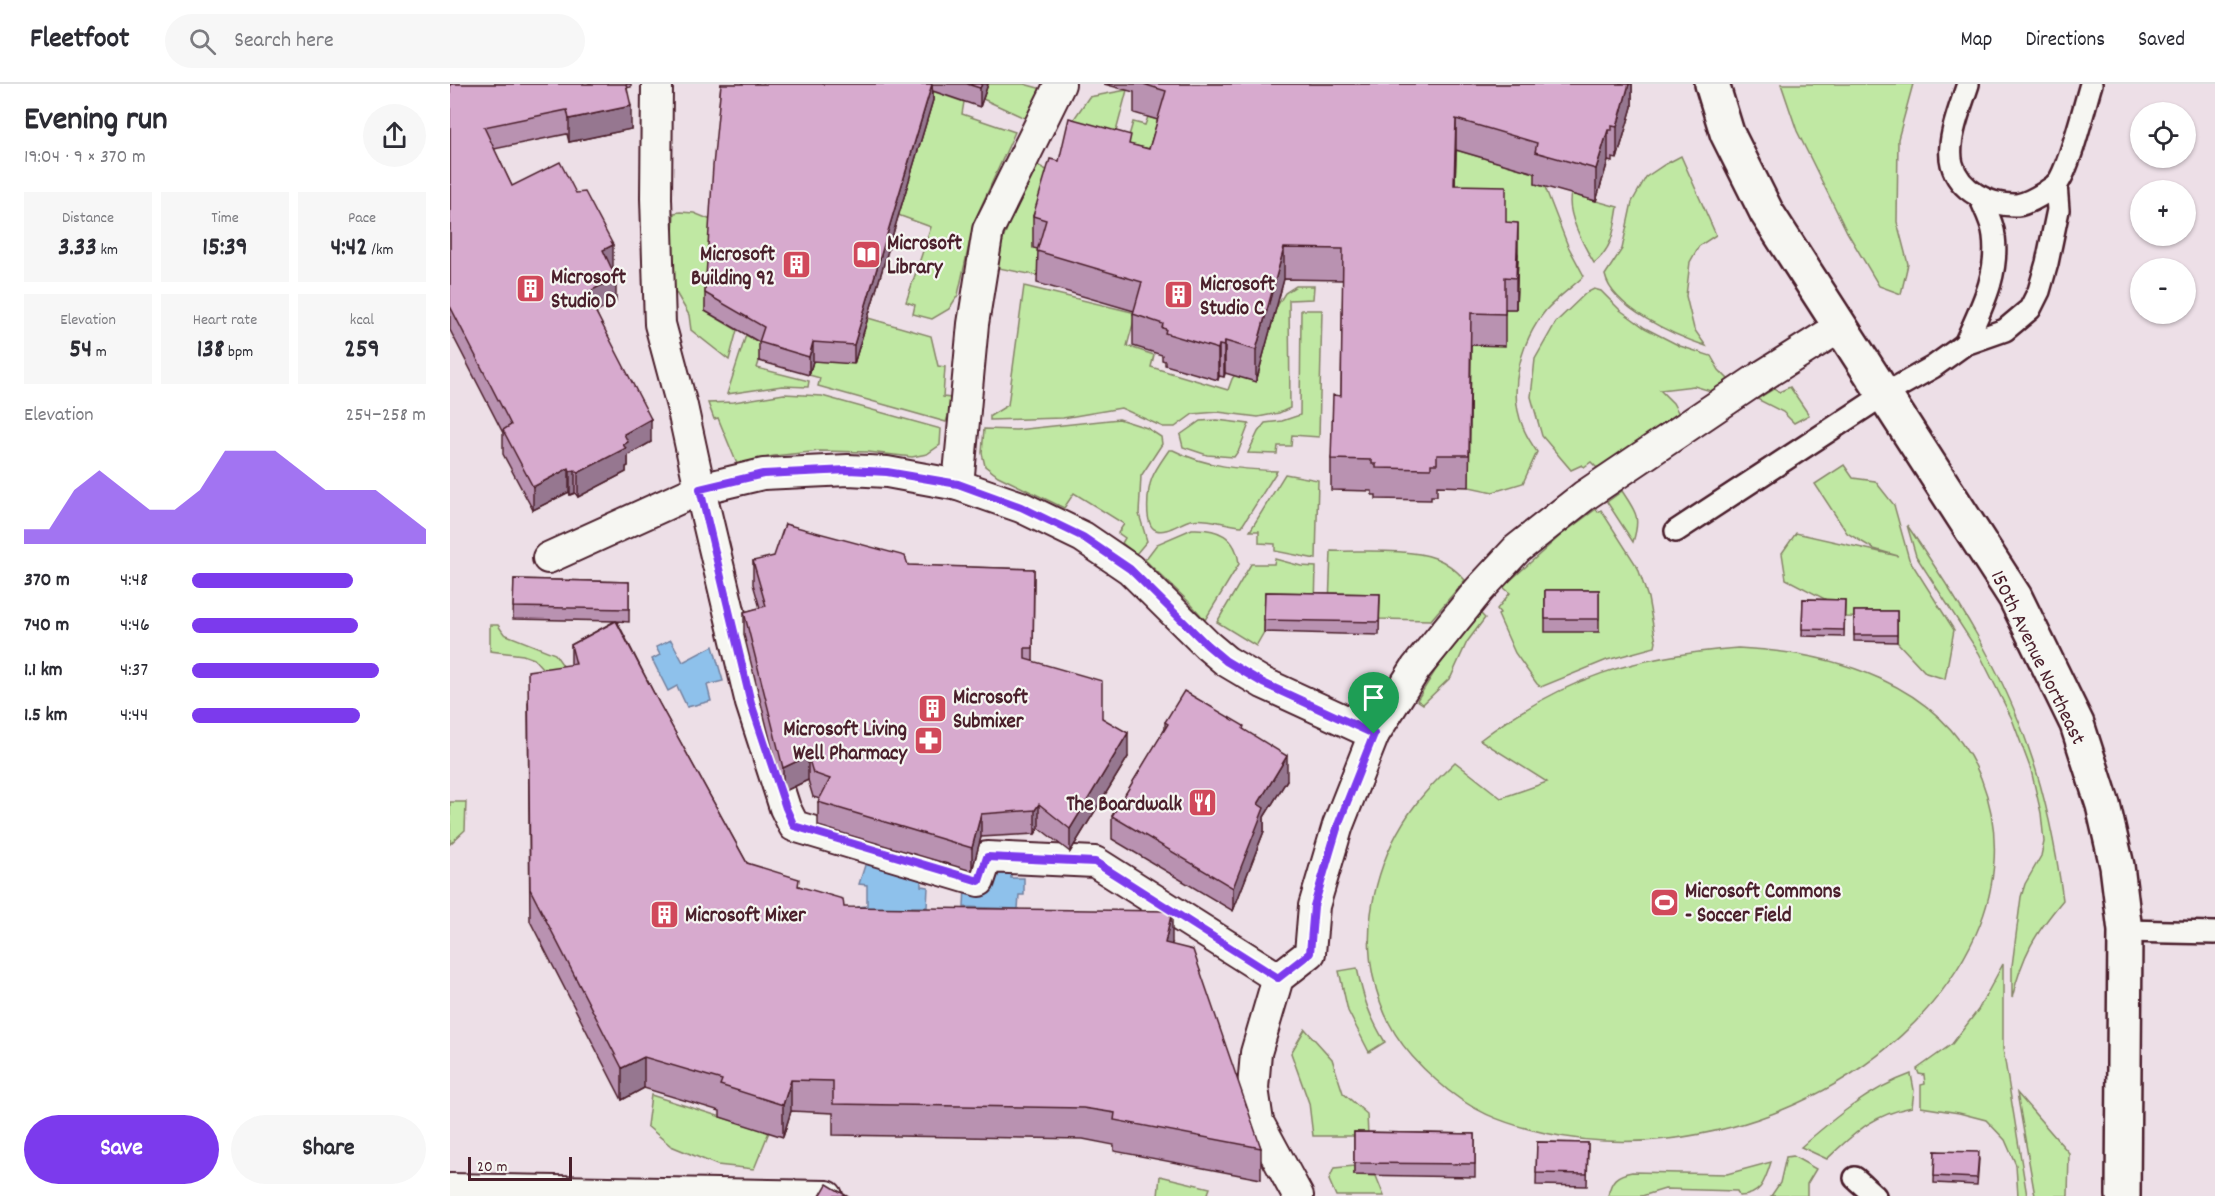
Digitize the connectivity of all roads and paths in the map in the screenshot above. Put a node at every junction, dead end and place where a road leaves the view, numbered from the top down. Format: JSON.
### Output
{"nodes":[{"id":1,"x":657,"y":84,"type":"edge"},
{"id":2,"x":1060,"y":84,"type":"edge"},
{"id":3,"x":1712,"y":84,"type":"edge"},
{"id":4,"x":1968,"y":84,"type":"edge"},
{"id":5,"x":2091,"y":84,"type":"edge"},
{"id":6,"x":2056,"y":184,"type":"junction"},
{"id":7,"x":1980,"y":196,"type":"junction"},
{"id":8,"x":1840,"y":327,"type":"junction"},
{"id":9,"x":1965,"y":344,"type":"junction"},
{"id":10,"x":1885,"y":394,"type":"junction"},
{"id":11,"x":958,"y":484,"type":"junction"},
{"id":12,"x":700,"y":489,"type":"junction"},
{"id":13,"x":1676,"y":531,"type":"dead end"},
{"id":14,"x":548,"y":558,"type":"dead end"},
{"id":15,"x":1374,"y":734,"type":"junction"},
{"id":16,"x":2125,"y":931,"type":"junction"},
{"id":17,"x":2215,"y":933,"type":"edge"},
{"id":18,"x":1278,"y":978,"type":"junction"},
{"id":19,"x":1855,"y":1178,"type":"dead end"},
{"id":20,"x":450,"y":1190,"type":"edge"},
{"id":21,"x":827,"y":1196,"type":"edge"},
{"id":22,"x":1298,"y":1196,"type":"edge"},
{"id":23,"x":1875,"y":1196,"type":"edge"},
{"id":24,"x":2123,"y":1196,"type":"edge"}],
"edges":[{"from":1,"to":12,"type":"street"},
{"from":2,"to":11,"type":"street"},
{"from":3,"to":8,"type":"street","name":"150th Avenue Northeast"},
{"from":4,"to":7,"type":"lane"},
{"from":5,"to":6,"type":"lane"},
{"from":6,"to":7,"type":"lane"},
{"from":6,"to":9,"type":"lane"},
{"from":7,"to":9,"type":"lane"},
{"from":8,"to":10,"type":"street","name":"150th Avenue Northeast"},
{"from":8,"to":15,"type":"street"},
{"from":9,"to":10,"type":"lane"},
{"from":10,"to":13,"type":"lane"},
{"from":10,"to":16,"type":"street","name":"150th Avenue Northeast"},
{"from":11,"to":12,"type":"street"},
{"from":11,"to":15,"type":"street"},
{"from":12,"to":14,"type":"street"},
{"from":12,"to":18,"type":"street"},
{"from":15,"to":18,"type":"street"},
{"from":16,"to":17,"type":"lane"},
{"from":16,"to":24,"type":"street","name":"150th Avenue Northeast"},
{"from":18,"to":22,"type":"street"},
{"from":19,"to":23,"type":"lane"},
{"from":20,"to":21,"type":"street"}]}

※

# [What you will do]
In the records above, find each line that holds the word "name"; copy all such lines.

# [Task output]
{"from":3,"to":8,"type":"street","name":"150th Avenue Northeast"},
{"from":8,"to":10,"type":"street","name":"150th Avenue Northeast"},
{"from":10,"to":16,"type":"street","name":"150th Avenue Northeast"},
{"from":16,"to":24,"type":"street","name":"150th Avenue Northeast"},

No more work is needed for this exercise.